Alien Earth: Broken Promises and The Monster That Remains
- Oct 9
- 3 min read
Darkmeter 5.5 🐦⬛
Alien Earth arrives bearing a massive vow: xenomorphs on Earth, just months before the original ’70s film. It promises limits, survival, a fear you can breathe. But that promise—sold brilliantly, to be fair—doesn’t always hold once the screen goes dark.
It steps into the Alien universe with respect for its icons, yes, but it doesn’t reach the viscous emotion earlier entries managed to provoke. It beats, though far from the chest.

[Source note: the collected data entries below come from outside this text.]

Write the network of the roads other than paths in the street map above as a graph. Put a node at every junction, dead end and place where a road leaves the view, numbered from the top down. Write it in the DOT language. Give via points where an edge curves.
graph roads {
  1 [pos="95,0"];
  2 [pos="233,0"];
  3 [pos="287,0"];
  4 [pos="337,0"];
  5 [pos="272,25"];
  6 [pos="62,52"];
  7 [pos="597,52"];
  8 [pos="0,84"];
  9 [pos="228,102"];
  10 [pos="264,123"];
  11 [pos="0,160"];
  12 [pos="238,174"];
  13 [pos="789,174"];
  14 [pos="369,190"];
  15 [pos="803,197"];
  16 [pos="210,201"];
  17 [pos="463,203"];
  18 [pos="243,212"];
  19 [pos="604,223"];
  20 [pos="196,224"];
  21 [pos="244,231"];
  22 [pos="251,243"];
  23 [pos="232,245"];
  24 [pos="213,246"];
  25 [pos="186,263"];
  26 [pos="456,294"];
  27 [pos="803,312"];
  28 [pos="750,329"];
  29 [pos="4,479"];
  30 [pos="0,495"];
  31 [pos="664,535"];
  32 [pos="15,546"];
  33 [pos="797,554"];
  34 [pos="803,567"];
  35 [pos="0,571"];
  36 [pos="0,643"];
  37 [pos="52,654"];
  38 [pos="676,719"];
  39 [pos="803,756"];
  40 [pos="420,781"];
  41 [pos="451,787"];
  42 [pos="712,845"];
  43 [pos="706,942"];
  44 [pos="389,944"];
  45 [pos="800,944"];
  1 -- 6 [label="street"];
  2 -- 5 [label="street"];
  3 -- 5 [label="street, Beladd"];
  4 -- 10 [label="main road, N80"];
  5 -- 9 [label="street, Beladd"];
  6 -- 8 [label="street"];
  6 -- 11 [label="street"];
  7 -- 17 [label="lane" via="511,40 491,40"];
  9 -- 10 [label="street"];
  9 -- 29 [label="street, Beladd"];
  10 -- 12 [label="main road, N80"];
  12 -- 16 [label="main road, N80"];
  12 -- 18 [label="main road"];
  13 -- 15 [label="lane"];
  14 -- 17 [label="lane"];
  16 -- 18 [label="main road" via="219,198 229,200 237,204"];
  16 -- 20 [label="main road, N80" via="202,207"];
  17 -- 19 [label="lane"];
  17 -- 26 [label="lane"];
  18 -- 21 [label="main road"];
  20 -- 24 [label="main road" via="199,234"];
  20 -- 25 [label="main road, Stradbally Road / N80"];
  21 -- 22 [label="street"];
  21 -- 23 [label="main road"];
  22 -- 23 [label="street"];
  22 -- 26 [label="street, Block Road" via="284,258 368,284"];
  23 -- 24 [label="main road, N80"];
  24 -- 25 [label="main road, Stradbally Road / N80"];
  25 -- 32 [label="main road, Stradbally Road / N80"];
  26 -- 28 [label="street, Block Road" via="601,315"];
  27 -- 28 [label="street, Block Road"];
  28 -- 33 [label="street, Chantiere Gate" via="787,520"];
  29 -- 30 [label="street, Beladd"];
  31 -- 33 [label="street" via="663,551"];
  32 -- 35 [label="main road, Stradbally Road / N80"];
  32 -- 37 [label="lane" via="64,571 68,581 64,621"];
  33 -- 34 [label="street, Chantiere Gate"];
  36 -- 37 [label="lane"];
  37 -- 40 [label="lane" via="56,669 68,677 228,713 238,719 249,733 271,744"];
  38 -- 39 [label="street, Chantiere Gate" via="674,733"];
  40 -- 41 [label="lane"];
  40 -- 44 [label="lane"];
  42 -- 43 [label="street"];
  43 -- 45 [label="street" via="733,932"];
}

From Prometheus to the Small Screen: A Dangerous Identity
Ridley Scott and the studio have spent years pushing to expand the myth.
With Prometheus they opened a different vein: drama, psychology, cosmic horror. That compass was meant for television. The intention is there, the atmosphere peeks through… but the identity fragments. At times, Alien Earth could be called anything else and little would change.
That has a positive side—the story tries to stand on its own—but it also steps away from what mattered most, what a fan expects to find when the franchise’s metallic growl begins: horror with awe.
When the Jaw Locks
The first two episodes are sharp. Tension, clarity of premise, a promise of descent… then the floor gives way. The narrative becomes contaminated by convenient decisions, the camera loses its pulse, and terror turns into noise.
Discomfort no longer springs from stalking but from the linework itself: characters acting by script more than instinct, scenes that cannot find their breath in the dark, and inconsistencies too convenient—beyond a Mary Sue or a shark jump.

Hope in the Void
Amid the wreckage, there are sparks that light the way. Timothy Olyphant composes an unsettling synthetic—devoid of soul and yet mysteriously human—where every gesture reads the atmosphere.
Essie Davis embodies a scientist‑mother who drives progress with heart and moral edge. There lies Alien’s DNA: humanity against the inhuman. How far are we willing to go—does our advancement bring us closer to our primitive self?
The Void
Outside of those flashes, the rest comes apart. The arcs of several protagonists are held together with pins: motivations that change for convenience, decisions that contradict what has been established, and dialogue that explains where it should reveal with solid writing, acting, and atmosphere.
Sydney Chandler may deliver a personal best—competent, but not enough to carry the dramatic weight.
Alex Lawther, as the “medic/soldier” brother, ends up hollowed out: the role asks for composure, skill, and nuance, and the performance doesn’t reach it. When every gesture hits the same note, suspense deflates.

The Darkest Point
Direction doesn’t find a recognizable pulse either. The staging oscillates between Prometheus’s thesis and Alien’s raw brutality without a bridge to weld them. Some scenes ask for silence and surgical cuts but receive lines that don’t make sense; others crave vertigo and are filmed like mere errands to turn the project in.
The result is a diffuse identity: at times essay, at times theme park, rarely Alien. And when the series abandons its identity, the monster stops biting.
The camera betrays the practical effects: framings that reveal the suit, choreography that exposes the puppet strings. It’s not a lack of craftsmanship, it’s a lack of gaze. With a stricter visual grammar, many of these errors would be hidden; here, they are exposed.
Rhythm, Progress, and The Void Between Episodes
There is a cliffhanger, of course, “significant.” But half the journey feels immobile. Eight episodes that could have been four, perhaps a miniseries, perhaps a better‑concentrated first movement. Luck weighs more than causality, and forward motion dissolves in the edit.

The Question That Bites
Even so, something keeps beating. The idea. Who are the real monsters? The xenomorphs who hunt by primal impulse? The synthetics, mirrors of our desire to play god? Or us, who manufacture the conditions for our own fall?
That dilemma—which at least remains—deserves a second chance if another season arrives in this same timeline or another expedition to the small screen.
The Weight of A Broken Promise
Alien Earth isn’t the bottom of the abyss, but it is a serious stumble for a first television incursion.
Hopefully the confirmed crossovers with Predator and other media set a course and return a voice of its own, because the promise can still be kept if the creature finds its home beyond the end of space.